+++ THE INPUT
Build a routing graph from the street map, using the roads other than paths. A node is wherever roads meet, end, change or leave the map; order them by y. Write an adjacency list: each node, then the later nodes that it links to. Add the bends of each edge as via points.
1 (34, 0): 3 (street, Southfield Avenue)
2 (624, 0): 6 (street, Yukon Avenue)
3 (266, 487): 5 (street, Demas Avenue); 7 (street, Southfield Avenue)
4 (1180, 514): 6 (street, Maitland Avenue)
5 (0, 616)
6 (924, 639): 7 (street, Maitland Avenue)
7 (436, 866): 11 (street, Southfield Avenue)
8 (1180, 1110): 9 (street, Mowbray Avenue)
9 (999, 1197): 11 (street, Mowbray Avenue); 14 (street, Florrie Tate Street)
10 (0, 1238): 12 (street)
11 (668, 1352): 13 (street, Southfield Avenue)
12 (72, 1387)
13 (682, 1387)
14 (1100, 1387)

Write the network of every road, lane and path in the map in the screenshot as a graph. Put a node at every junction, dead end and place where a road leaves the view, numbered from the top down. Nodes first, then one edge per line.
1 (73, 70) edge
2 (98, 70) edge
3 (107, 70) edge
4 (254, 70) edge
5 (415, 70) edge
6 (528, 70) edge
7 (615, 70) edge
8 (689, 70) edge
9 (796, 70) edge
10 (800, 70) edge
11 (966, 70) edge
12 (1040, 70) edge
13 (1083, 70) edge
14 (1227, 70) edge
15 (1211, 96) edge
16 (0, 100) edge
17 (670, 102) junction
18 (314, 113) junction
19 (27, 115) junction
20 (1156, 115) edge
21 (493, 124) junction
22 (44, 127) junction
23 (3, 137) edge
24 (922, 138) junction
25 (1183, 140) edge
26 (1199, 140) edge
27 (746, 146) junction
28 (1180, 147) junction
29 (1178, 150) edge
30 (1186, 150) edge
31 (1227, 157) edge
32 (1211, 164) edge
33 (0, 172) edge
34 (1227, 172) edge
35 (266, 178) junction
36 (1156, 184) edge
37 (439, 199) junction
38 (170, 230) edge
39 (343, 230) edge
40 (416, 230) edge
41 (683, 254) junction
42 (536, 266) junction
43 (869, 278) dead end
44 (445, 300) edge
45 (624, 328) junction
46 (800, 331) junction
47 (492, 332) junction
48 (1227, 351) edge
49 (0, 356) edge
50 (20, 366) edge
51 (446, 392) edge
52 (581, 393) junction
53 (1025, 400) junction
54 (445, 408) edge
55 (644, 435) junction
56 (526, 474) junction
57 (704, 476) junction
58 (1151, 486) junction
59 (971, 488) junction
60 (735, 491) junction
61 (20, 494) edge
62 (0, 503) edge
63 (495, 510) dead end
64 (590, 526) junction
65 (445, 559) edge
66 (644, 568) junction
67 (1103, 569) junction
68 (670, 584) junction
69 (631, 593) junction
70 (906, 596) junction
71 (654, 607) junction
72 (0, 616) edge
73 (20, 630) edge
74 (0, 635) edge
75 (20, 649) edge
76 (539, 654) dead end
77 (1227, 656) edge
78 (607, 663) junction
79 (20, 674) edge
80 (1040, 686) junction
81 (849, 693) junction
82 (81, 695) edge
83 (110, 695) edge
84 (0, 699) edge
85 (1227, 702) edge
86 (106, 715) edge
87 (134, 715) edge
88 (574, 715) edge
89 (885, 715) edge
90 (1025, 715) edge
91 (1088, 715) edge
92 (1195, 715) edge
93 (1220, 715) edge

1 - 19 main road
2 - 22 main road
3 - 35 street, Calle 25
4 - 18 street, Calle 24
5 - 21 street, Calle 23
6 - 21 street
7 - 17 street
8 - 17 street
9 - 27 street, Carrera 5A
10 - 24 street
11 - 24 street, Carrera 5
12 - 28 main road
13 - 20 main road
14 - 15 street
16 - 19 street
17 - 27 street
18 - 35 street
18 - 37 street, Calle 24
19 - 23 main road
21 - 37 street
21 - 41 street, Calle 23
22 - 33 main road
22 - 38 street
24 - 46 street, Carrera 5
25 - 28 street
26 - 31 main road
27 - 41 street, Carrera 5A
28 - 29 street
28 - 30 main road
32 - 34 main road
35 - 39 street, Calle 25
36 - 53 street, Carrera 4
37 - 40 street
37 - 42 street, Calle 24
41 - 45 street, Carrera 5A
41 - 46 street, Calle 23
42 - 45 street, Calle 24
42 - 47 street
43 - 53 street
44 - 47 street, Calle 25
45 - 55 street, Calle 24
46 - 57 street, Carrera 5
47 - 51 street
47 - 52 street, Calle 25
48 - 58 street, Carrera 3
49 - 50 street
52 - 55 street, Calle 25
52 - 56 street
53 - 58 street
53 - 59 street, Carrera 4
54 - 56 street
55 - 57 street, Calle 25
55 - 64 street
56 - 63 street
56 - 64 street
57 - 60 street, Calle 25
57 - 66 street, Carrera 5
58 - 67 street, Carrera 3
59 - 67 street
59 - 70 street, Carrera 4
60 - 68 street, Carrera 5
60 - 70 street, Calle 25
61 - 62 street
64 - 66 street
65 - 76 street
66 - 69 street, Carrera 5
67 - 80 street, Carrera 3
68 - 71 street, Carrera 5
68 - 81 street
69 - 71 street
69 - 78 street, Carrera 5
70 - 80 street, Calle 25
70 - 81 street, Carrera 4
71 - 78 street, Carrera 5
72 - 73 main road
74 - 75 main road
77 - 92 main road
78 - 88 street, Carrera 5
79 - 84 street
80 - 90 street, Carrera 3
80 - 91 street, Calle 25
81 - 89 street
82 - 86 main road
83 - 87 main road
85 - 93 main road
++++++
Write the listing out again, exactly as it reads.

Build a routing graph from the street map, using the roads other than paths. A node is wherever roads meet, end, change or leave the map; order them by y. Write an adjacency list: each node, then the later nodes that it links to. Add the bends of each edge as via points.
1 (34, 0): 3 (street, Southfield Avenue)
2 (624, 0): 6 (street, Yukon Avenue)
3 (266, 487): 5 (street, Demas Avenue); 7 (street, Southfield Avenue)
4 (1180, 514): 6 (street, Maitland Avenue)
5 (0, 616)
6 (924, 639): 7 (street, Maitland Avenue)
7 (436, 866): 11 (street, Southfield Avenue)
8 (1180, 1110): 9 (street, Mowbray Avenue)
9 (999, 1197): 11 (street, Mowbray Avenue); 14 (street, Florrie Tate Street)
10 (0, 1238): 12 (street)
11 (668, 1352): 13 (street, Southfield Avenue)
12 (72, 1387)
13 (682, 1387)
14 (1100, 1387)

Write the network of every road, lane and path in the map in the screenshot as a graph. Put a node at every junction, dead end and place where a road leaves the view, numbered from the top down. Nodes first, then one edge per line.
1 (73, 70) edge
2 (98, 70) edge
3 (107, 70) edge
4 (254, 70) edge
5 (415, 70) edge
6 (528, 70) edge
7 (615, 70) edge
8 (689, 70) edge
9 (796, 70) edge
10 (800, 70) edge
11 (966, 70) edge
12 (1040, 70) edge
13 (1083, 70) edge
14 (1227, 70) edge
15 (1211, 96) edge
16 (0, 100) edge
17 (670, 102) junction
18 (314, 113) junction
19 (27, 115) junction
20 (1156, 115) edge
21 (493, 124) junction
22 (44, 127) junction
23 (3, 137) edge
24 (922, 138) junction
25 (1183, 140) edge
26 (1199, 140) edge
27 (746, 146) junction
28 (1180, 147) junction
29 (1178, 150) edge
30 (1186, 150) edge
31 (1227, 157) edge
32 (1211, 164) edge
33 (0, 172) edge
34 (1227, 172) edge
35 (266, 178) junction
36 (1156, 184) edge
37 (439, 199) junction
38 (170, 230) edge
39 (343, 230) edge
40 (416, 230) edge
41 (683, 254) junction
42 (536, 266) junction
43 (869, 278) dead end
44 (445, 300) edge
45 (624, 328) junction
46 (800, 331) junction
47 (492, 332) junction
48 (1227, 351) edge
49 (0, 356) edge
50 (20, 366) edge
51 (446, 392) edge
52 (581, 393) junction
53 (1025, 400) junction
54 (445, 408) edge
55 (644, 435) junction
56 (526, 474) junction
57 (704, 476) junction
58 (1151, 486) junction
59 (971, 488) junction
60 (735, 491) junction
61 (20, 494) edge
62 (0, 503) edge
63 (495, 510) dead end
64 (590, 526) junction
65 (445, 559) edge
66 (644, 568) junction
67 (1103, 569) junction
68 (670, 584) junction
69 (631, 593) junction
70 (906, 596) junction
71 (654, 607) junction
72 (0, 616) edge
73 (20, 630) edge
74 (0, 635) edge
75 (20, 649) edge
76 (539, 654) dead end
77 (1227, 656) edge
78 (607, 663) junction
79 (20, 674) edge
80 (1040, 686) junction
81 (849, 693) junction
82 (81, 695) edge
83 (110, 695) edge
84 (0, 699) edge
85 (1227, 702) edge
86 (106, 715) edge
87 (134, 715) edge
88 (574, 715) edge
89 (885, 715) edge
90 (1025, 715) edge
91 (1088, 715) edge
92 (1195, 715) edge
93 (1220, 715) edge

1 - 19 main road
2 - 22 main road
3 - 35 street, Calle 25
4 - 18 street, Calle 24
5 - 21 street, Calle 23
6 - 21 street
7 - 17 street
8 - 17 street
9 - 27 street, Carrera 5A
10 - 24 street
11 - 24 street, Carrera 5
12 - 28 main road
13 - 20 main road
14 - 15 street
16 - 19 street
17 - 27 street
18 - 35 street
18 - 37 street, Calle 24
19 - 23 main road
21 - 37 street
21 - 41 street, Calle 23
22 - 33 main road
22 - 38 street
24 - 46 street, Carrera 5
25 - 28 street
26 - 31 main road
27 - 41 street, Carrera 5A
28 - 29 street
28 - 30 main road
32 - 34 main road
35 - 39 street, Calle 25
36 - 53 street, Carrera 4
37 - 40 street
37 - 42 street, Calle 24
41 - 45 street, Carrera 5A
41 - 46 street, Calle 23
42 - 45 street, Calle 24
42 - 47 street
43 - 53 street
44 - 47 street, Calle 25
45 - 55 street, Calle 24
46 - 57 street, Carrera 5
47 - 51 street
47 - 52 street, Calle 25
48 - 58 street, Carrera 3
49 - 50 street
52 - 55 street, Calle 25
52 - 56 street
53 - 58 street
53 - 59 street, Carrera 4
54 - 56 street
55 - 57 street, Calle 25
55 - 64 street
56 - 63 street
56 - 64 street
57 - 60 street, Calle 25
57 - 66 street, Carrera 5
58 - 67 street, Carrera 3
59 - 67 street
59 - 70 street, Carrera 4
60 - 68 street, Carrera 5
60 - 70 street, Calle 25
61 - 62 street
64 - 66 street
65 - 76 street
66 - 69 street, Carrera 5
67 - 80 street, Carrera 3
68 - 71 street, Carrera 5
68 - 81 street
69 - 71 street
69 - 78 street, Carrera 5
70 - 80 street, Calle 25
70 - 81 street, Carrera 4
71 - 78 street, Carrera 5
72 - 73 main road
74 - 75 main road
77 - 92 main road
78 - 88 street, Carrera 5
79 - 84 street
80 - 90 street, Carrera 3
80 - 91 street, Calle 25
81 - 89 street
82 - 86 main road
83 - 87 main road
85 - 93 main road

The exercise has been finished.